README.md

Fuzzer Overview

This documentation outlines the process of setting up and using an RTL fuzzer for the Chipyard framework using libAFL and PreSiFuzz. This setup demonstrates feedback-guided fuzzing using hardware code coverage reported by a commercial simulator.

Prerequisites

The following tools need to be installed on your own.

• Latest version of Spike, the RISC-V ISA simulator, installed. Follow the installation instructions from the Spike GitHub repository.

• Synopsys VCS (Verilog Compiler Simulator) installed and properly initialized. VCS is a widely used Verilog simulator. Ensure it is configured and ready for simulation tasks.

• [RISC-V GNU Compiler Toolchain] (https://github.com/riscv-collab/riscv-gnu-toolchain)

Building

The build.rs script performs the following tasks:

• Initially, it downloads the Chipyard mainstream, initializes submodules, and applies the chipyard_cov.patch patch to support coverage collection.
• Next, build the default Rocketchip for VCS based simulation.
• Finally, it compiles the ./src/testcase.S file and builds the simv self-contained simulator. Generated files are then copied into the build folder.

To complete the steps above, simply run:

$ cargo build

Troubleshooting

Running the fuzzer

When starting, the fuzzer creates a work directory where it saves intermediates files such as mutants, and symbolic links to the simv and its dependencies in ./build. Work directory are saved into TMPDIR with a unique directory per fuzzer instance. Naming follows presifuzz_<id>. Synchronization information are saved into the sync directory, it includes testcase and associated coverage map.

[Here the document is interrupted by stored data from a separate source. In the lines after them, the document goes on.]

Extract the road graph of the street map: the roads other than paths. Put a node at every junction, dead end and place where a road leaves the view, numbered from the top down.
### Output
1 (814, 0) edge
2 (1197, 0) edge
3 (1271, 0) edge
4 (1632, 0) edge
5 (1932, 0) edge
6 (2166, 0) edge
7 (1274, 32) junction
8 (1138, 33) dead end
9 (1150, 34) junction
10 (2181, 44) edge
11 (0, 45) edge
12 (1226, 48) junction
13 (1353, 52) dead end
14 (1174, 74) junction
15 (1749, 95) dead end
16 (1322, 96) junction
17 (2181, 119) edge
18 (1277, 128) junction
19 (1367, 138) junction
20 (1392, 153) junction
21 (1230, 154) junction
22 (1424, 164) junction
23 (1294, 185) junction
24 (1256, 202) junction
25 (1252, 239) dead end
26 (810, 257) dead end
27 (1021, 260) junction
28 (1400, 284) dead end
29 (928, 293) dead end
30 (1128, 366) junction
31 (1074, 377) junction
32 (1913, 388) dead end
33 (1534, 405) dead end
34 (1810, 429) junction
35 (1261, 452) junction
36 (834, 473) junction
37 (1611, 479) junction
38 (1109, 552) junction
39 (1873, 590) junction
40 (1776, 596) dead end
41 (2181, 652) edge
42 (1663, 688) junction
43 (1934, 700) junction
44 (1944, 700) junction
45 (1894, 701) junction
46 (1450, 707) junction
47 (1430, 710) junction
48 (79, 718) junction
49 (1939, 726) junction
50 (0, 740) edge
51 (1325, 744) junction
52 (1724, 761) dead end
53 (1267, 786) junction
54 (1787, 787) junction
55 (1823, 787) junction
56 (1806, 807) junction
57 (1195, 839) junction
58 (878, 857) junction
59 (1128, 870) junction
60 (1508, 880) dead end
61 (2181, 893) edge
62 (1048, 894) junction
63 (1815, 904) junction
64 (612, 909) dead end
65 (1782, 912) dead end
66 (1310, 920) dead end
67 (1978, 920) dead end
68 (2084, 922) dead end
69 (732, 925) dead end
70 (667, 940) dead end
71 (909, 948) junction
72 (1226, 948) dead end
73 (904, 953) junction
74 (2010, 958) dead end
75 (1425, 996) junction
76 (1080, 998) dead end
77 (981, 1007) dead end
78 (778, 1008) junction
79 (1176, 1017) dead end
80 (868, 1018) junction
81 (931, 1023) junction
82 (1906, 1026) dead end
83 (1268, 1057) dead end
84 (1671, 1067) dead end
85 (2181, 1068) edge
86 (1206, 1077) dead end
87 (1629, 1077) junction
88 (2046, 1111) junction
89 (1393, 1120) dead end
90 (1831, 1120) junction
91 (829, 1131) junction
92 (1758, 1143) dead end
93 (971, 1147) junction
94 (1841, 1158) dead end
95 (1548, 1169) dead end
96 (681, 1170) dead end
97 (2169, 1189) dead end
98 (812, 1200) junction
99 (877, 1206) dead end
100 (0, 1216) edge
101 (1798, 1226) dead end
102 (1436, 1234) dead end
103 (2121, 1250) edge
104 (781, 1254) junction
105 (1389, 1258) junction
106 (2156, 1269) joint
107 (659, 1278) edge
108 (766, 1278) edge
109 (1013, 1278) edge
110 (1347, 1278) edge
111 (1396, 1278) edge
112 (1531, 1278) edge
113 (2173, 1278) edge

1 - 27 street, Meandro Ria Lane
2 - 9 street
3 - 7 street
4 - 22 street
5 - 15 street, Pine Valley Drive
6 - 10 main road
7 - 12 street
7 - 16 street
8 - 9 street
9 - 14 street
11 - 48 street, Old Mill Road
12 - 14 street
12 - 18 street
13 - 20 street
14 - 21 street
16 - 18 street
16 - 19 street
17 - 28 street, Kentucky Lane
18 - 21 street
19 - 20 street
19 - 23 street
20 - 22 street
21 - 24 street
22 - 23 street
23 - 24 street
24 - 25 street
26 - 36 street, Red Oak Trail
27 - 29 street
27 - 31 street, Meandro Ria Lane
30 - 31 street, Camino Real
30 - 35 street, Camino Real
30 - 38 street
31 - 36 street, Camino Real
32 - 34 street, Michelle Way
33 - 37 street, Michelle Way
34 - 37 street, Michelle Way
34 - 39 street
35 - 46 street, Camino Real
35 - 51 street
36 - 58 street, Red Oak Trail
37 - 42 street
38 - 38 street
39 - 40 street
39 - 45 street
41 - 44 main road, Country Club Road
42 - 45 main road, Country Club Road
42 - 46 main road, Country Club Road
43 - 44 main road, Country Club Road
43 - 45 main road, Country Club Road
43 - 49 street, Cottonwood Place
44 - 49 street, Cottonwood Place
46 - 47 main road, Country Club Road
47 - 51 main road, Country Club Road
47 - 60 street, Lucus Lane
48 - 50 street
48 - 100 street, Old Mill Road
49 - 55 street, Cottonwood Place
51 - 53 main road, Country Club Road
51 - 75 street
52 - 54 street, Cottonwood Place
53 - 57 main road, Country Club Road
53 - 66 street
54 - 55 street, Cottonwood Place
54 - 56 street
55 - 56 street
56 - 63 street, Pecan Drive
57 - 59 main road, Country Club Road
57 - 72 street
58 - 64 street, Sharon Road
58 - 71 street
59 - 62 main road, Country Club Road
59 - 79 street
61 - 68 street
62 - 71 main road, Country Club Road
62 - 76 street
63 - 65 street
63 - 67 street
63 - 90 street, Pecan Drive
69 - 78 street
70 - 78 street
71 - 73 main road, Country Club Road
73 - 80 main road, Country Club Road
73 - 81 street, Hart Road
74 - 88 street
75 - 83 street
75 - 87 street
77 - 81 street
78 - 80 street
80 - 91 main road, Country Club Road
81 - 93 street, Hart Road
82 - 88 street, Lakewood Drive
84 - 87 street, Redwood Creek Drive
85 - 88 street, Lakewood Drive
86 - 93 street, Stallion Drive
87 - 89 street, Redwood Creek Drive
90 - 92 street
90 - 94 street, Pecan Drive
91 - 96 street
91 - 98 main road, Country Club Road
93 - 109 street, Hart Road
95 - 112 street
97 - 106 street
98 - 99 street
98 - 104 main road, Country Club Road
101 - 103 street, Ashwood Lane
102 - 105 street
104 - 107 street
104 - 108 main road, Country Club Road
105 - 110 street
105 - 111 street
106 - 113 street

$ cp ../../target/debug/chipyard_vcs_fuzzer .
$ mkdir sync

To run a single fuzzer instance:

$ AFL_LAUNCHER_CLIENT=1 ./chipyard_vcs_fuzzer

To run multiple fuzzer instances:

for i in {1..10}; do AFL_LAUNCHER_CLIENT=$i ./chipyard_vcs_fuzzer & done

Customizing

The fuzzer is bootstraped using the seed files into the seeds folder. Feel free to customize the content of this file with any interesting seed. When starting the fuzzer loads the initial inputs (i.e., the seeds), and only keep interesting ones in the corpus (i.e., coverage novelty). Coverage novelty consider any changes for all supported code coverage metrics on vcs, i.e., branch, conditional, line, toggle, and FSM. Then, starts the fuzzer loop that iteratively calls the different stages. StdMutationalStage is responsible for generating new mutant by applying mutation to the existing testcase in the corpus. The mutations work at the ISA level by first deserializing the binary testcase into stream of instruction, then different mutations might be applied (e.g., adding instruction, removing instruction, changing opcode, ..). The mutation can easily be customized by changing ../../libpresifuzz_mutators/src/riscv_isa.rs. The generated testcase is then inserted into a template ELF file by simplify injecting the code after the payload label. This template contains epilogue and prologue code. The current version is very simple. We first init registers to some known values, and we change the mtvec to points to our own trap handler. The trap handler is there to stop earlier the testcase execution if we trop too often. Otherwise, it always try to return to the instruction after the failing one. This version is a naive implementation, better performance could be achieved with some changes on the testharness (e.g., early simulation stop, irq support).

Ploting data

The fuzzer saves statistics into the syncdirectory. It is possible to plot coverage over time using the plot.py:

python3 ./plot.py -m branch -d ./sync

The -m option is there to provide the coverage metric that is either tgl, cond, branch, line, fsm. The -d points to the directory where stats are saved.